Par Valérie de Saint-Do
Avec tambours, trompettes et drapeau étoilé. Lille 2004 affiche fièrement son bilan chiffré, ses retombées médiatiques, son audience internationale… Et l’art et la culture dans tout ça ? questionneront les irréductibles qui ne se satisfont pas d’une évaluation purement quantitative. Le foisonnement festif et la surenchère dans l’excellence internationale peuvent-ils poser les jalons d’une politique culturelle ?
Comme tout label, celui de « capitale européenne de la culture » est sujet à caution. Faut-il y voir une tentative de rattrapage, voire d’alibi, face au peu d’enthousiasme des politiques communautaires à prendre la culture au sérieux ? Ou, plus cyniquement, la vente d’une marque « culturelle » propre à attirer les investisseurs et les cadres de haut niveau, dans une logique de concurrence entre les grandes métropoles européennes ?
En résumé, « Une capitale de la culture peut-elle être autre chose qu’une entreprise de communication ? » s’interroge le directeur d’une structure culturelle locale, qui a préféré garder l’anonymat. Autoproclamé « plasticien du champ », fils spirituel de Duchamp Marcel et de Pierre Bourdieu, Benoît Eugène va plus loin. Entré par effraction dans Lille 2004, via l’exposition « Amicalement vôtre » au musée des Beaux-Arts de Tourcoing, sa performance dans la chapelle de l’hospice d’Avray a fait grincer quelques dents.
On y célébrait les noces d’Art et Entreprise, enfants des familles Banque-Assurance et Beaux-Arts-Nouvelles Technologies, mariés par la déesse Europe avec une homélie mi-potache mi-corrosive sur les bienfaits de l’économie de marché pour la culture, et vice-versa.

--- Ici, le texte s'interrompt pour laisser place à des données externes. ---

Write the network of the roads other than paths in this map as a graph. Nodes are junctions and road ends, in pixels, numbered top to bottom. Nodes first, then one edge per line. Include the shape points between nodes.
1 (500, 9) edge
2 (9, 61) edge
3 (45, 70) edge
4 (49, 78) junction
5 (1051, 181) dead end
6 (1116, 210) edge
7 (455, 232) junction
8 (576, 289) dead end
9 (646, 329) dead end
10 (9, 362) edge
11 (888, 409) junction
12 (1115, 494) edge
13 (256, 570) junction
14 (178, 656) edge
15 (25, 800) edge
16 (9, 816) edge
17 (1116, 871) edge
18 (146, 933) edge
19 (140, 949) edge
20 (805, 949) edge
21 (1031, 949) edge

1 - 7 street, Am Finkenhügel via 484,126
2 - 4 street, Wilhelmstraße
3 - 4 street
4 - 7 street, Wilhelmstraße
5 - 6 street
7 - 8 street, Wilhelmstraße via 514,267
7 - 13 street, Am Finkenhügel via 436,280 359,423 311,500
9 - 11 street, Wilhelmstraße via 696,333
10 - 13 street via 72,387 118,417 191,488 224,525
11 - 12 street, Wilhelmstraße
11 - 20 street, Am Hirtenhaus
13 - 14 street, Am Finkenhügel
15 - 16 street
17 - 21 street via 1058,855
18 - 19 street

La dérision s’appuie sur l’analyse que ce sociologue pratique depuis des années sur le champ de la culture en général et des arts plastiques en particulier : « Les villes développent une stratégie de marketing urbain pour attirer les investisseurs, et la culture est l’un des critères d’attractivité.
Un événement comme Lille 2004 développe deux discours et deux politiques : l’une internationale, avec des noms, l’autre commerciale, en direction du peuple. Et la culture pour le peuple passe par les grandes surfaces : ainsi, Carrefour sponsorise des contes pour enfants et relance la fête de la Saint-Nicolas dans les supermarchés. »

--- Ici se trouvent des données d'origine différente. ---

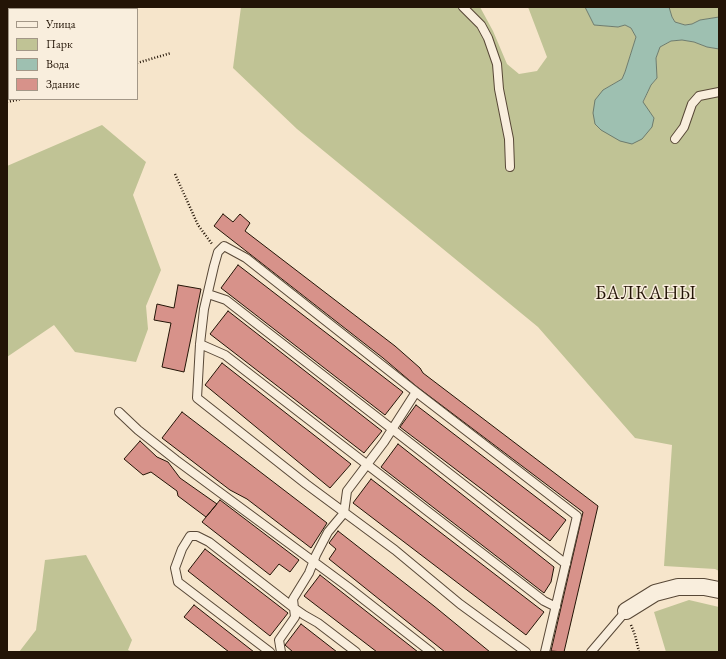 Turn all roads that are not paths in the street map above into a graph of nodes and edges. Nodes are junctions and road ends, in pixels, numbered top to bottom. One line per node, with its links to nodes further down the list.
1 (463, 7): 4 (lane)
2 (719, 92): 3 (lane)
3 (675, 139)
4 (510, 166)
5 (208, 294): 6 (lane); 7 (lane); 9 (lane)
6 (200, 344): 10 (lane); 11 (lane)
7 (416, 392): 9 (lane); 13 (lane)
8 (120, 412): 12 (lane)
9 (392, 429): 10 (lane); 13 (lane)
10 (367, 464): 11 (lane); 15 (lane)
11 (344, 514): 12 (lane); 22 (lane)
12 (313, 562): 16 (lane); 21 (lane)
13 (566, 564): 15 (lane)
14 (719, 590): 17 (street)
15 (556, 607): 23 (lane)
16 (294, 608): 18 (lane); 19 (lane); 20 (lane)
17 (626, 611): 24 (lane)
18 (270, 652)
19 (282, 652)
20 (356, 652)
21 (431, 652)
22 (526, 652)
23 (545, 652)
24 (591, 652) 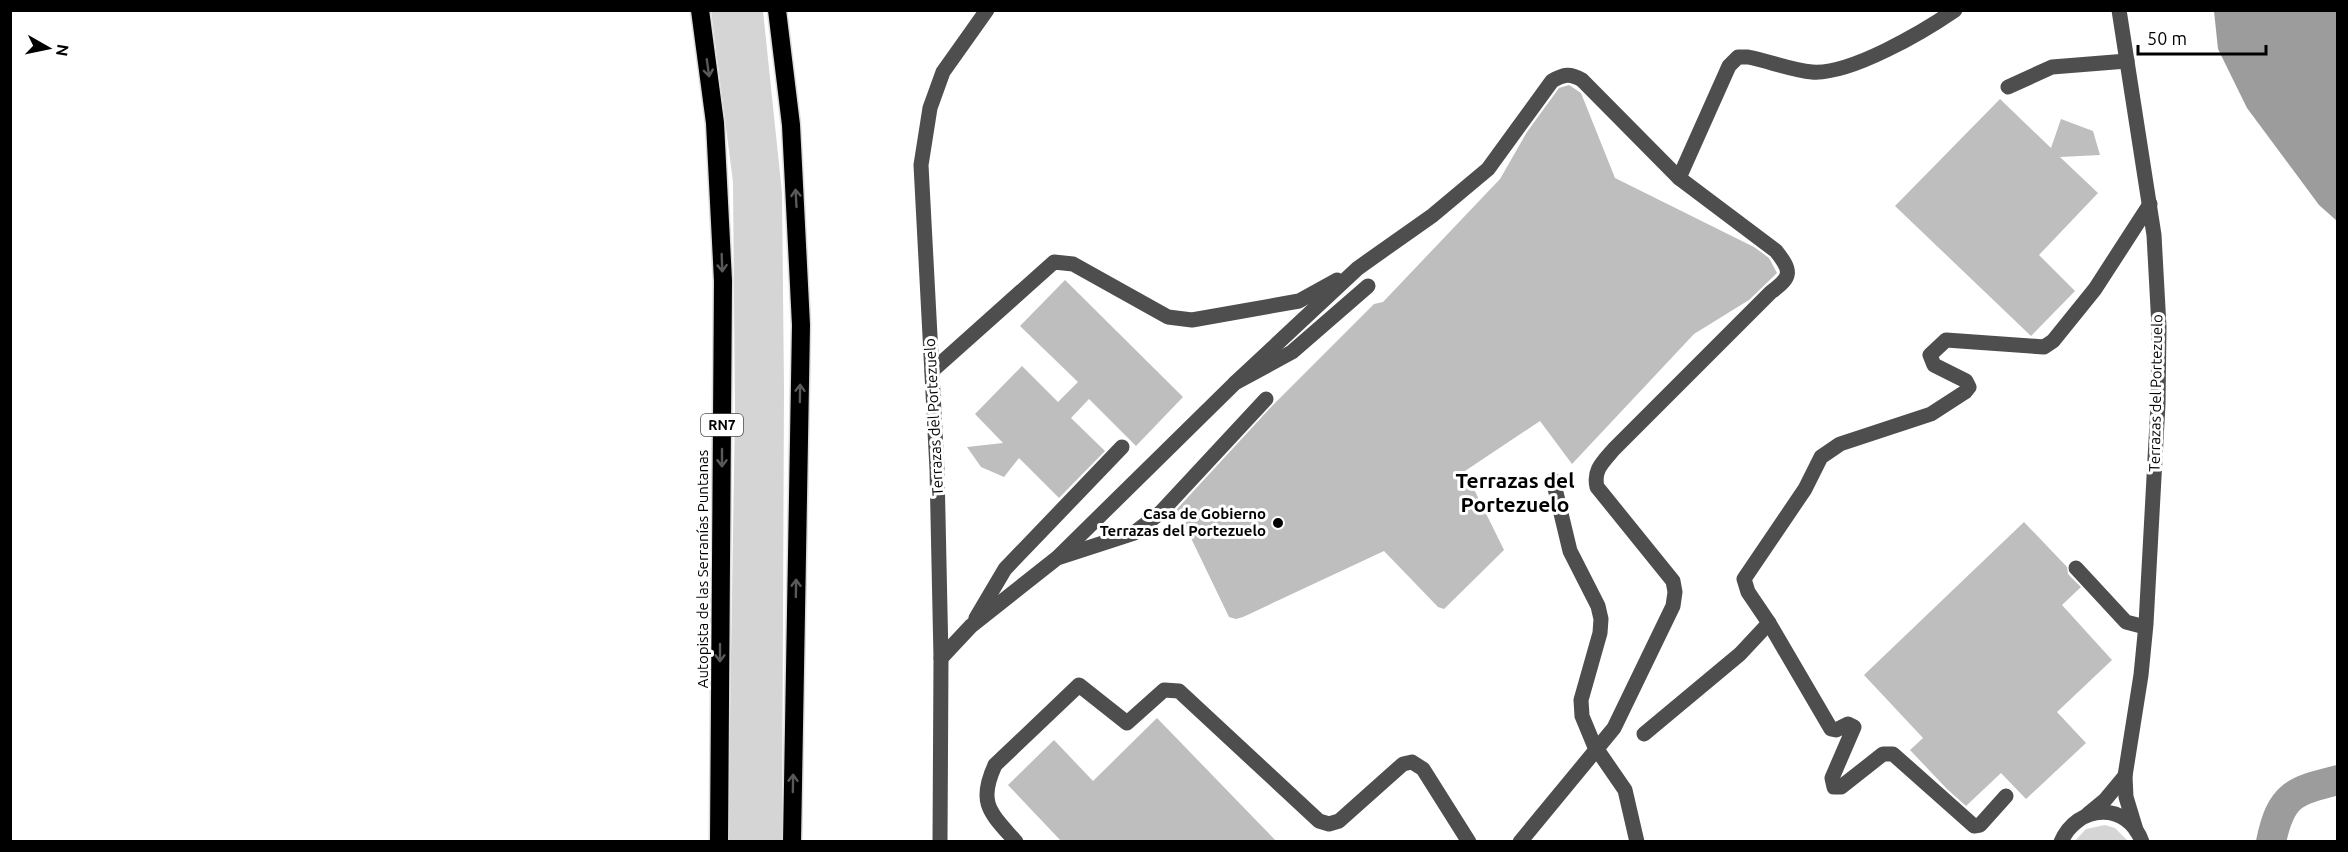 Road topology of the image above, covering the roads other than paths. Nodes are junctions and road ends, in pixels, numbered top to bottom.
1 (700, 10) edge
2 (777, 10) edge
3 (987, 10) edge
4 (1955, 10) edge
5 (2119, 10) edge
6 (2127, 62) junction
7 (2008, 87) dead end
8 (1679, 178) junction
9 (2150, 204) junction
10 (1358, 268) junction
11 (1368, 286) dead end
12 (932, 371) junction
13 (1235, 383) junction
14 (1266, 399) dead end
15 (1122, 447) dead end
16 (1553, 480) dead end
17 (1057, 558) junction
18 (2076, 568) dead end
19 (1769, 623) junction
20 (971, 626) junction
21 (2145, 627) junction
22 (941, 658) junction
23 (1644, 734) dead end
24 (1597, 750) junction
25 (2125, 776) junction
26 (2006, 795) dead end
27 (2088, 814) junction
28 (718, 836) edge
29 (2141, 837) edge
30 (792, 841) edge
31 (940, 842) edge
32 (1016, 842) edge
33 (1469, 842) edge
34 (1520, 842) edge
35 (1637, 842) edge
36 (2061, 842) edge

1 -> 28 highway, Autopista de las Serranías Puntanas / RN7
30 -> 2 highway
3 - 12 street, Terrazas del Portezuelo
4 - 8 street
5 - 6 street, Terrazas del Portezuelo
6 - 7 street
6 - 9 street, Terrazas del Portezuelo
8 - 10 street
8 - 24 street
9 - 19 street
9 - 21 street, Terrazas del Portezuelo
10 - 12 street
10 - 13 street
11 - 13 street
12 - 22 street, Terrazas del Portezuelo
13 - 17 street
14 - 17 street
15 - 20 street
16 - 24 street
17 - 20 street
18 - 21 street
19 - 23 street
19 - 26 street
20 - 22 street
21 - 25 street, Terrazas del Portezuelo
22 - 31 street, Terrazas del Portezuelo
24 - 34 street
24 - 35 street
25 - 27 street
25 - 29 street, Terrazas del Portezuelo
27 - 29 street, Terrazas del Portezuelo
27 - 36 street
32 - 33 street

Le bilan, qui insiste lourdement sur les retombées médiatiques et économiques (+ 27 % de nuitées pour les hôtels, par exemple) conforte cette analyse, comme les commentaires officiels : « Lille 2004, c’est un nouveau départ : nous avons gagné dix ans de notoriété. Lille 2004, c’est aussi et surtout la fierté d’une population d’avoir réalisé un grand événement. Nous avons montré ce que nous sommes, notre art de vivre, la Lille touch », commente Martine Aubry sur le site officiel de Lille 2004. Et d’ajouter dans La Voix du Nord : « Lille figure désormais sur la carte des tour-opérateurs. »
Le combat pour l’image de la métropole nordique est de bonne guerre et d’aucuns pourraient se réjouir qu’il se traduise par une volonté de rayonnement culturel plutôt que par la venue des Jeux olympiques.

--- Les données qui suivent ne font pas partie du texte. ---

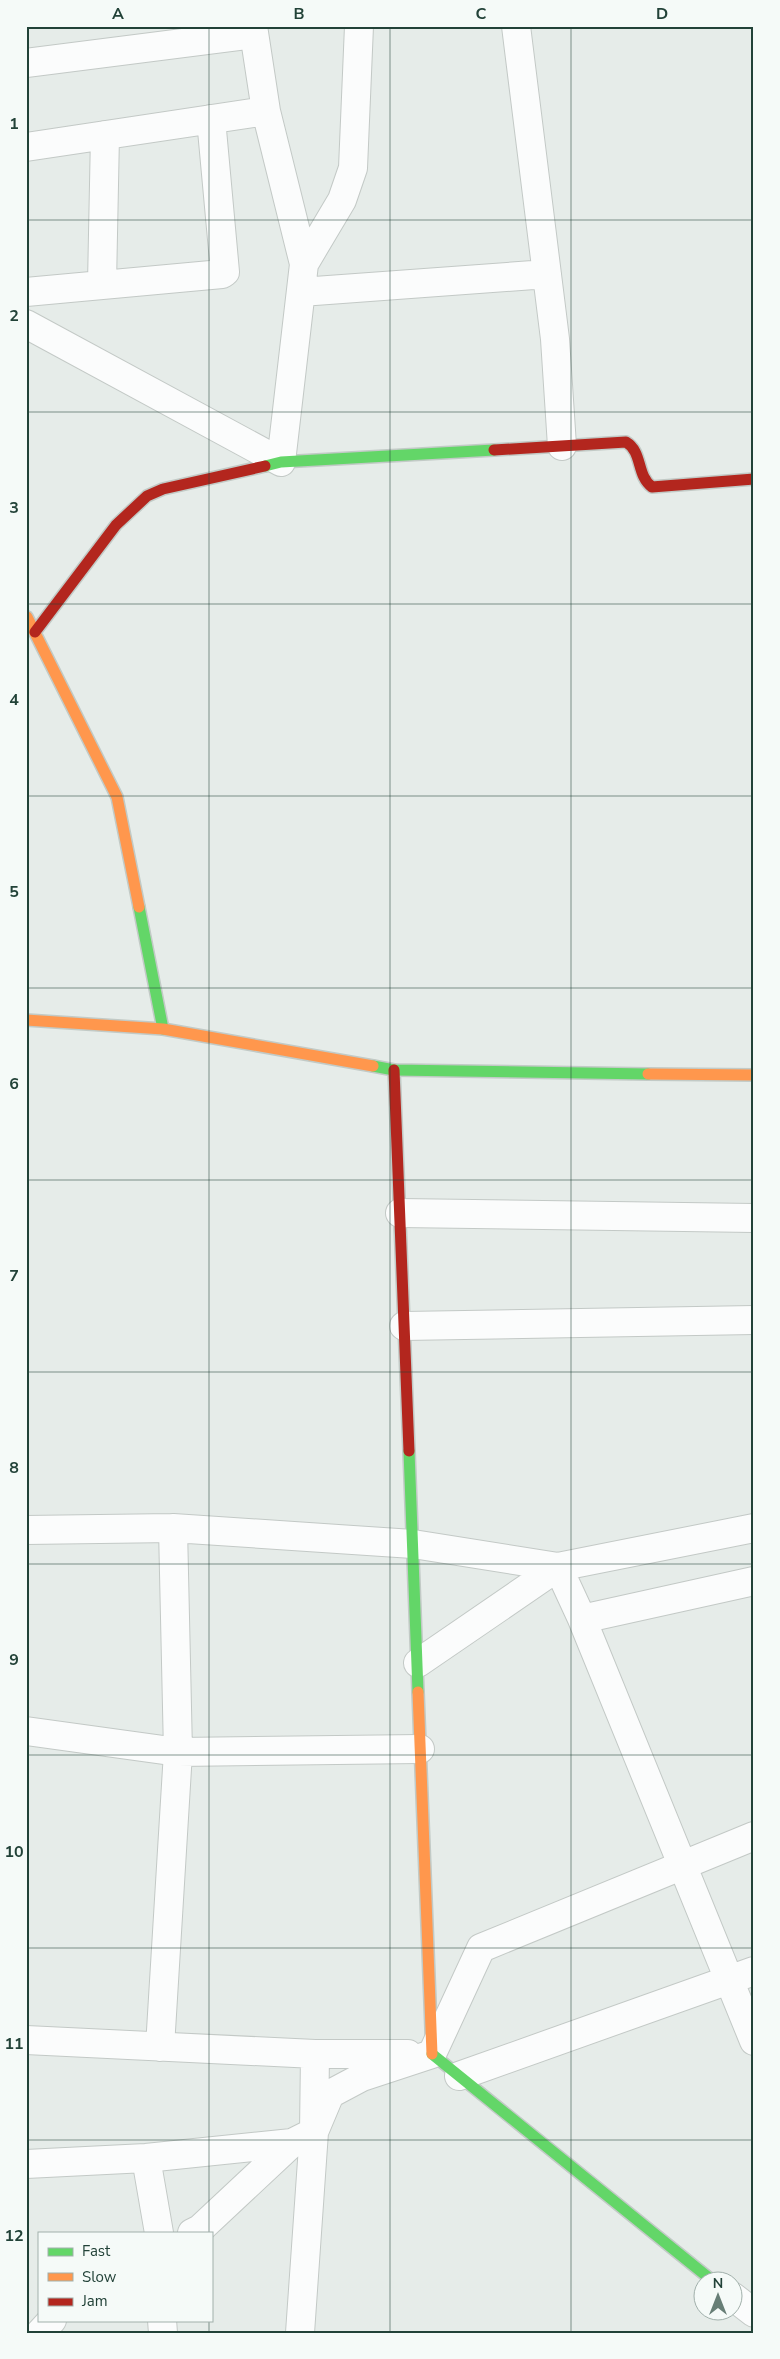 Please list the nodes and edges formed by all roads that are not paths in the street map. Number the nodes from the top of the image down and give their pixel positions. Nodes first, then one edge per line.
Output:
1 (359, 26) edge
2 (516, 26) edge
3 (253, 30) edge
4 (26, 63) edge
5 (266, 111) junction
6 (211, 119) junction
7 (105, 135) junction
8 (26, 147) edge
9 (304, 264) junction
10 (547, 274) junction
11 (102, 284) junction
12 (26, 292) edge
13 (301, 292) junction
14 (26, 324) edge
15 (562, 446) junction
16 (281, 462) junction
17 (754, 479) edge
18 (26, 615) edge
19 (35, 632) junction
20 (26, 1020) edge
21 (163, 1029) junction
22 (394, 1070) junction
23 (754, 1075) edge
24 (400, 1213) junction
25 (754, 1218) edge
26 (754, 1320) edge
27 (404, 1326) junction
28 (173, 1528) junction
29 (754, 1528) edge
30 (26, 1530) edge
31 (413, 1544) junction
32 (558, 1567) junction
33 (754, 1581) edge
34 (582, 1619) junction
35 (418, 1663) junction
36 (26, 1731) edge
37 (420, 1749) junction
38 (178, 1752) junction
39 (754, 1836) edge
40 (683, 1864) junction
41 (754, 1971) edge
42 (729, 1980) junction
43 (26, 2040) edge
44 (754, 2041) edge
45 (160, 2047) junction
46 (315, 2054) junction
47 (432, 2054) junction
48 (459, 2076) junction
49 (303, 2138) junction
50 (146, 2158) junction
51 (26, 2164) edge
52 (159, 2232) edge
53 (194, 2232) edge
54 (702, 2272) edge
55 (742, 2304) edge
56 (754, 2313) edge
57 (50, 2322) edge
58 (40, 2333) edge
59 (300, 2333) edge

1 - 9 street
2 - 10 street
3 - 4 street
3 - 5 street
5 - 6 street
5 - 9 street
6 - 7 street
6 - 11 street
7 - 8 street
7 - 11 street
9 - 13 street
10 - 13 street
10 - 15 street
11 - 12 street
13 - 16 street
14 - 16 street
15 - 16 street
15 - 17 street
16 - 19 street
18 - 19 street
19 - 21 street
20 - 21 street
21 - 22 street
22 - 23 street
22 - 24 street
24 - 25 street
24 - 27 street
26 - 27 street
27 - 31 street
28 - 30 street
28 - 31 street
28 - 38 street
29 - 32 street
31 - 32 street
31 - 35 street
32 - 34 street
32 - 35 street
33 - 34 street
34 - 40 street
35 - 37 street
36 - 38 street
37 - 38 street
37 - 47 street
38 - 45 street
39 - 40 street
40 - 42 street
40 - 47 street
41 - 42 street
42 - 44 street
42 - 48 street
43 - 45 street
45 - 46 street
46 - 47 street
46 - 49 street
47 - 48 street
47 - 49 street
48 - 54 street
49 - 50 street
49 - 53 street
49 - 59 street
50 - 51 street
50 - 52 street
55 - 56 street
57 - 58 street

Voici vingt ans, Lille et la région Nord – Pas-de-Calais souffraient de ce que le jargon des communicants qualifie de déficit d’image. Frappée de plein fouet par la désindustrialisation, la ville a fortement misé sur le tertiaire et les services.
Entre la gare historique et la gare TGV, le centre commercial Euralille en est le symbole : « un signal fort pour montrer que les populations arriérées du textile et de l’industrie se tournent vers l’avenir », selon Benoît Eugène.
La ville s’est, en vingt ans, considérablement « gentryfiée » : le vieux Lille est rénové, le quartier populaire de Wazemmes en voie de boboïsation accélérée. La rénovation du vieux Lille a délocalisé bon nombre des artistes vers des quartiers tels que ceux de Wazemmes ou Moulins, ou à Roubaix, désormais riche en lieux de culture, comme le musée d’Art et d’Industrie installé dans une ancienne piscine et La Condition publique, vaste friche industrielle transformée par l’architecte Patrick Bouchain. Comme ailleurs, la culture, dans sa version prestigieuse, est un puissant vecteur de réhabilitation des quartiers populaires… au risque qu’ils ne le soient plus.
Les quartiers les plus déshérités, à Lille-Sud, Fives ou Faubourg-de-Béthune restent en manque d’équipements et de politique culturelle.